§ Assignment: What follows is a set of records. Retype them exactly, leaving out the pictures.

─── Data for analysis

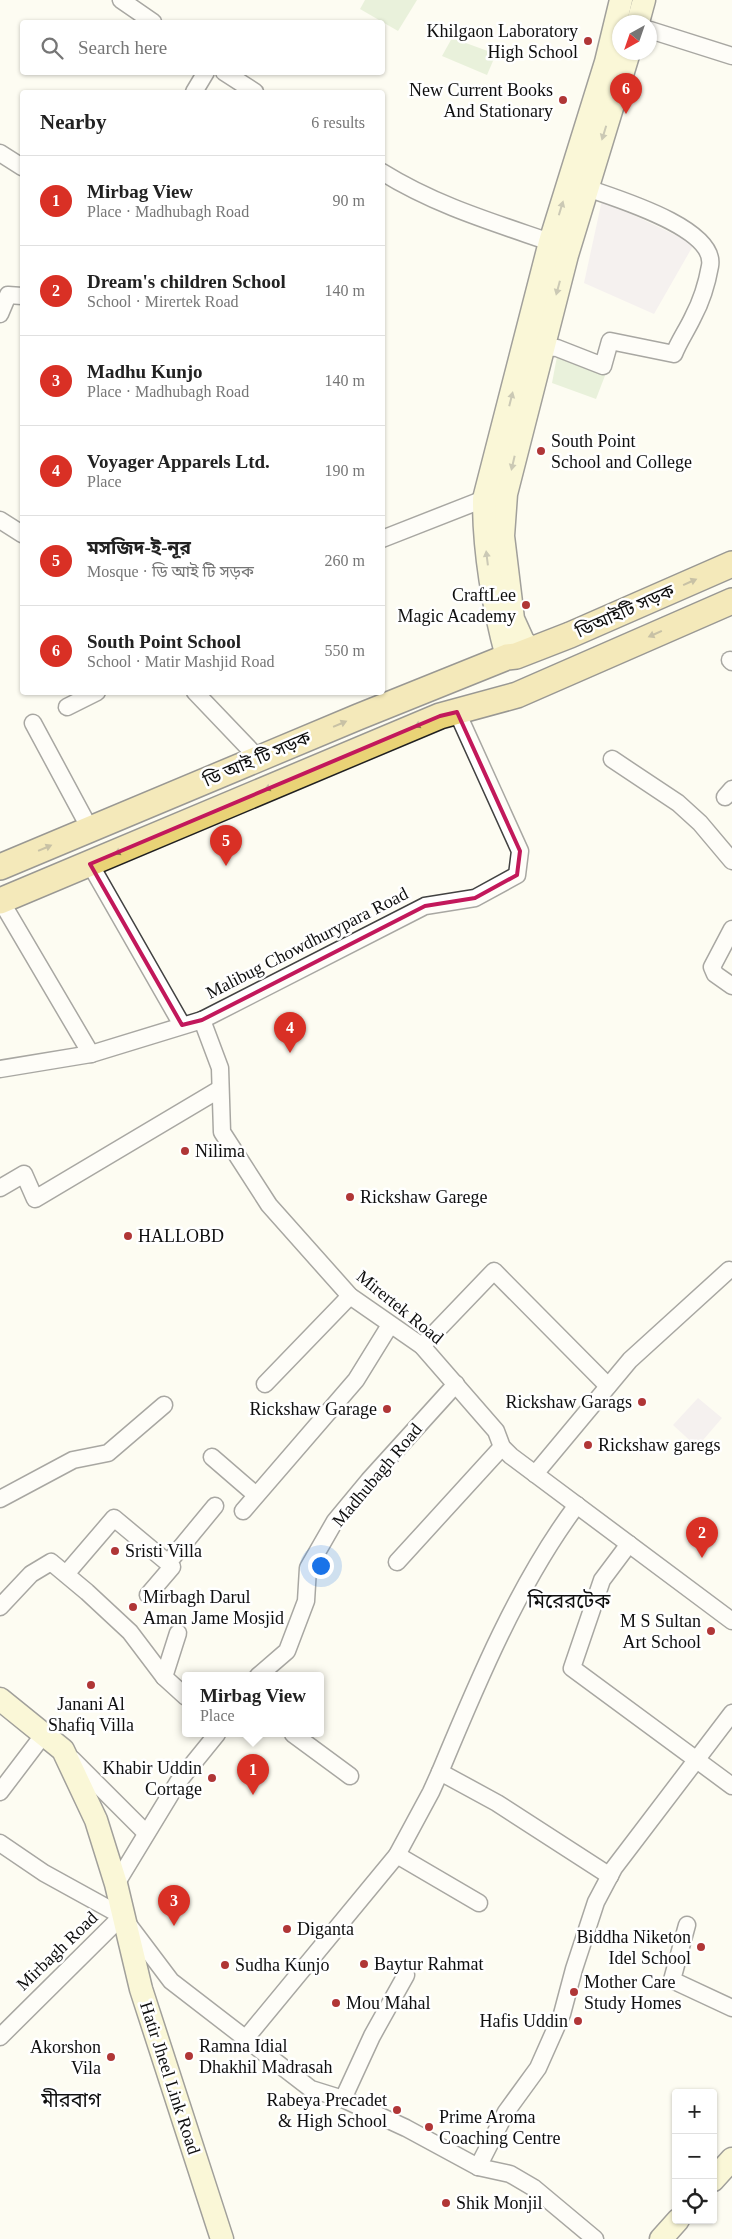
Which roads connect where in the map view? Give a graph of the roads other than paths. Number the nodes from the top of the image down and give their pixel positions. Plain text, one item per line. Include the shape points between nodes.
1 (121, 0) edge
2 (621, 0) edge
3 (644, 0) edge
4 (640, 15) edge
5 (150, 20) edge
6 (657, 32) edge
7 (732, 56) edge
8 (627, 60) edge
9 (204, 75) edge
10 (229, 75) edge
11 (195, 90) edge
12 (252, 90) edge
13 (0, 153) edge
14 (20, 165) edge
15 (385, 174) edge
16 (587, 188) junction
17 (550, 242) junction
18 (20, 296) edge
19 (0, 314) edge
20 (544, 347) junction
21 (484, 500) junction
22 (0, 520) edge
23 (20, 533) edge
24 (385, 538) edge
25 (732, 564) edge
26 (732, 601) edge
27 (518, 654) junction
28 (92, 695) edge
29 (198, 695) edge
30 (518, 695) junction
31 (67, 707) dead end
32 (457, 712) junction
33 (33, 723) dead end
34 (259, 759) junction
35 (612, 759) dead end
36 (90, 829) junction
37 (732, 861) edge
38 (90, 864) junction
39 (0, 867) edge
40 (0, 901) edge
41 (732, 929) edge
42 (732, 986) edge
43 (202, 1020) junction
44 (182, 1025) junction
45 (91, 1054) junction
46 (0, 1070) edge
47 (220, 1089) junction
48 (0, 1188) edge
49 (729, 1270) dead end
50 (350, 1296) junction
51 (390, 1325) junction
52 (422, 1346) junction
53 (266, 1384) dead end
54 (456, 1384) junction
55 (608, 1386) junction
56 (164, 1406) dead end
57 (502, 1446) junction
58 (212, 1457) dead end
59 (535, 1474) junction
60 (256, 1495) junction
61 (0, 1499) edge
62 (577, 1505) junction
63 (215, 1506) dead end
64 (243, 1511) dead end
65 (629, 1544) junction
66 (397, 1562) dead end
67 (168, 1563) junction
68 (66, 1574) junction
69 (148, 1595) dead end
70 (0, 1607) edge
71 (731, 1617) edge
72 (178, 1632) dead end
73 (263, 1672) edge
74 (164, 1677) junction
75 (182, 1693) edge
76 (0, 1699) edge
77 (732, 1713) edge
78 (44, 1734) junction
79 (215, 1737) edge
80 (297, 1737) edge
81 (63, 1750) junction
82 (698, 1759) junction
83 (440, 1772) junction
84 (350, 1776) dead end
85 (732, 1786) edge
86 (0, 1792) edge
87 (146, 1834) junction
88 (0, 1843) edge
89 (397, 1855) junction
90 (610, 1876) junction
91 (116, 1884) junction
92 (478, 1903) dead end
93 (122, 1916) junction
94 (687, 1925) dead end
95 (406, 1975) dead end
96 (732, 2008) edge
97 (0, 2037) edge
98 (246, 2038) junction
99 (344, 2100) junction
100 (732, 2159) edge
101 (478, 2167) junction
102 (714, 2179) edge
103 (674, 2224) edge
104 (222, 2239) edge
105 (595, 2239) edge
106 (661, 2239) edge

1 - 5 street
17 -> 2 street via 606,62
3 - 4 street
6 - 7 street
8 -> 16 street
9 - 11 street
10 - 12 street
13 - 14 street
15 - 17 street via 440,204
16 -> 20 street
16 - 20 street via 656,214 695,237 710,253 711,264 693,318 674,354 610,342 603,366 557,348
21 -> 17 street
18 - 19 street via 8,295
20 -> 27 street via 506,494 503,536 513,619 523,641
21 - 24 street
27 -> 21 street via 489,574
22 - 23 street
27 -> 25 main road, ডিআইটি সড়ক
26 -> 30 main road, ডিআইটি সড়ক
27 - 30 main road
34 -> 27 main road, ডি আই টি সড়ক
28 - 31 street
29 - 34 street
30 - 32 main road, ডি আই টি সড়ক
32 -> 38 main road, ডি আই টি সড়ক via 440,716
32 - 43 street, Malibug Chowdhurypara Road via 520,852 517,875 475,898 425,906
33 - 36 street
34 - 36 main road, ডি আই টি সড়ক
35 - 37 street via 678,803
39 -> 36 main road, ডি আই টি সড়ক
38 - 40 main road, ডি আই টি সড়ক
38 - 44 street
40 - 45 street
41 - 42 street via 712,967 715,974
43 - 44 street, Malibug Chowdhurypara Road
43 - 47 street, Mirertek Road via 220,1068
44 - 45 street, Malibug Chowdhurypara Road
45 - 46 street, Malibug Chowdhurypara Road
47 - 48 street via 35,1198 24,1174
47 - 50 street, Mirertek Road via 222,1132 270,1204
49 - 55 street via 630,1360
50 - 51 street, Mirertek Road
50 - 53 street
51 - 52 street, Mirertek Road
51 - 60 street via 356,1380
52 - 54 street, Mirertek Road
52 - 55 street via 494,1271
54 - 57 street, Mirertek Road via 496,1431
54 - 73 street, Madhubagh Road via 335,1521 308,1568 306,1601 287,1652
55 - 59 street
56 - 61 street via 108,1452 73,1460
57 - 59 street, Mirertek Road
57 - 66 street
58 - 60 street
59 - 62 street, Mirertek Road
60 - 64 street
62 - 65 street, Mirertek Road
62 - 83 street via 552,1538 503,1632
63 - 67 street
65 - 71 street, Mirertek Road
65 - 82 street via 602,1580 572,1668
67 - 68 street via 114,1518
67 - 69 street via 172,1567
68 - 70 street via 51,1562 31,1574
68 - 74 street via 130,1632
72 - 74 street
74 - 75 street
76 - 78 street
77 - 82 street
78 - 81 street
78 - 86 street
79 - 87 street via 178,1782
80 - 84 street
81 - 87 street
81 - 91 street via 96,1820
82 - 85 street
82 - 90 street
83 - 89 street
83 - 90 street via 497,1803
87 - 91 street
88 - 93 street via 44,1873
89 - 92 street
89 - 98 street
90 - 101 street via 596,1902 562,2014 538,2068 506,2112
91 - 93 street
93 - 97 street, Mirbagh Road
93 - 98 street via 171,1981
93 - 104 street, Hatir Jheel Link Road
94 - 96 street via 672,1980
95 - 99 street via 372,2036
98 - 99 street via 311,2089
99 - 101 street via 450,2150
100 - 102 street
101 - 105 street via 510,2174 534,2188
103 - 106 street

──────

§ Output below:
Which roads connect where in the map view? Give a graph of the roads other than paths. Number the nodes from the top of the image down and give their pixel positions. Plain text, one item per line. Include the shape points between nodes.
1 (121, 0) edge
2 (621, 0) edge
3 (644, 0) edge
4 (640, 15) edge
5 (150, 20) edge
6 (657, 32) edge
7 (732, 56) edge
8 (627, 60) edge
9 (204, 75) edge
10 (229, 75) edge
11 (195, 90) edge
12 (252, 90) edge
13 (0, 153) edge
14 (20, 165) edge
15 (385, 174) edge
16 (587, 188) junction
17 (550, 242) junction
18 (20, 296) edge
19 (0, 314) edge
20 (544, 347) junction
21 (484, 500) junction
22 (0, 520) edge
23 (20, 533) edge
24 (385, 538) edge
25 (732, 564) edge
26 (732, 601) edge
27 (518, 654) junction
28 (92, 695) edge
29 (198, 695) edge
30 (518, 695) junction
31 (67, 707) dead end
32 (457, 712) junction
33 (33, 723) dead end
34 (259, 759) junction
35 (612, 759) dead end
36 (90, 829) junction
37 (732, 861) edge
38 (90, 864) junction
39 (0, 867) edge
40 (0, 901) edge
41 (732, 929) edge
42 (732, 986) edge
43 (202, 1020) junction
44 (182, 1025) junction
45 (91, 1054) junction
46 (0, 1070) edge
47 (220, 1089) junction
48 (0, 1188) edge
49 (729, 1270) dead end
50 (350, 1296) junction
51 (390, 1325) junction
52 (422, 1346) junction
53 (266, 1384) dead end
54 (456, 1384) junction
55 (608, 1386) junction
56 (164, 1406) dead end
57 (502, 1446) junction
58 (212, 1457) dead end
59 (535, 1474) junction
60 (256, 1495) junction
61 (0, 1499) edge
62 (577, 1505) junction
63 (215, 1506) dead end
64 (243, 1511) dead end
65 (629, 1544) junction
66 (397, 1562) dead end
67 (168, 1563) junction
68 (66, 1574) junction
69 (148, 1595) dead end
70 (0, 1607) edge
71 (731, 1617) edge
72 (178, 1632) dead end
73 (263, 1672) edge
74 (164, 1677) junction
75 (182, 1693) edge
76 (0, 1699) edge
77 (732, 1713) edge
78 (44, 1734) junction
79 (215, 1737) edge
80 (297, 1737) edge
81 (63, 1750) junction
82 (698, 1759) junction
83 (440, 1772) junction
84 (350, 1776) dead end
85 (732, 1786) edge
86 (0, 1792) edge
87 (146, 1834) junction
88 (0, 1843) edge
89 (397, 1855) junction
90 (610, 1876) junction
91 (116, 1884) junction
92 (478, 1903) dead end
93 (122, 1916) junction
94 (687, 1925) dead end
95 (406, 1975) dead end
96 (732, 2008) edge
97 (0, 2037) edge
98 (246, 2038) junction
99 (344, 2100) junction
100 (732, 2159) edge
101 (478, 2167) junction
102 (714, 2179) edge
103 (674, 2224) edge
104 (222, 2239) edge
105 (595, 2239) edge
106 (661, 2239) edge

1 - 5 street
17 -> 2 street via 606,62
3 - 4 street
6 - 7 street
8 -> 16 street
9 - 11 street
10 - 12 street
13 - 14 street
15 - 17 street via 440,204
16 -> 20 street
16 - 20 street via 656,214 695,237 710,253 711,264 693,318 674,354 610,342 603,366 557,348
21 -> 17 street
18 - 19 street via 8,295
20 -> 27 street via 506,494 503,536 513,619 523,641
21 - 24 street
27 -> 21 street via 489,574
22 - 23 street
27 -> 25 main road, ডিআইটি সড়ক
26 -> 30 main road, ডিআইটি সড়ক
27 - 30 main road
34 -> 27 main road, ডি আই টি সড়ক
28 - 31 street
29 - 34 street
30 - 32 main road, ডি আই টি সড়ক
32 -> 38 main road, ডি আই টি সড়ক via 440,716
32 - 43 street, Malibug Chowdhurypara Road via 520,852 517,875 475,898 425,906
33 - 36 street
34 - 36 main road, ডি আই টি সড়ক
35 - 37 street via 678,803
39 -> 36 main road, ডি আই টি সড়ক
38 - 40 main road, ডি আই টি সড়ক
38 - 44 street
40 - 45 street
41 - 42 street via 712,967 715,974
43 - 44 street, Malibug Chowdhurypara Road
43 - 47 street, Mirertek Road via 220,1068
44 - 45 street, Malibug Chowdhurypara Road
45 - 46 street, Malibug Chowdhurypara Road
47 - 48 street via 35,1198 24,1174
47 - 50 street, Mirertek Road via 222,1132 270,1204
49 - 55 street via 630,1360
50 - 51 street, Mirertek Road
50 - 53 street
51 - 52 street, Mirertek Road
51 - 60 street via 356,1380
52 - 54 street, Mirertek Road
52 - 55 street via 494,1271
54 - 57 street, Mirertek Road via 496,1431
54 - 73 street, Madhubagh Road via 335,1521 308,1568 306,1601 287,1652
55 - 59 street
56 - 61 street via 108,1452 73,1460
57 - 59 street, Mirertek Road
57 - 66 street
58 - 60 street
59 - 62 street, Mirertek Road
60 - 64 street
62 - 65 street, Mirertek Road
62 - 83 street via 552,1538 503,1632
63 - 67 street
65 - 71 street, Mirertek Road
65 - 82 street via 602,1580 572,1668
67 - 68 street via 114,1518
67 - 69 street via 172,1567
68 - 70 street via 51,1562 31,1574
68 - 74 street via 130,1632
72 - 74 street
74 - 75 street
76 - 78 street
77 - 82 street
78 - 81 street
78 - 86 street
79 - 87 street via 178,1782
80 - 84 street
81 - 87 street
81 - 91 street via 96,1820
82 - 85 street
82 - 90 street
83 - 89 street
83 - 90 street via 497,1803
87 - 91 street
88 - 93 street via 44,1873
89 - 92 street
89 - 98 street
90 - 101 street via 596,1902 562,2014 538,2068 506,2112
91 - 93 street
93 - 97 street, Mirbagh Road
93 - 98 street via 171,1981
93 - 104 street, Hatir Jheel Link Road
94 - 96 street via 672,1980
95 - 99 street via 372,2036
98 - 99 street via 311,2089
99 - 101 street via 450,2150
100 - 102 street
101 - 105 street via 510,2174 534,2188
103 - 106 street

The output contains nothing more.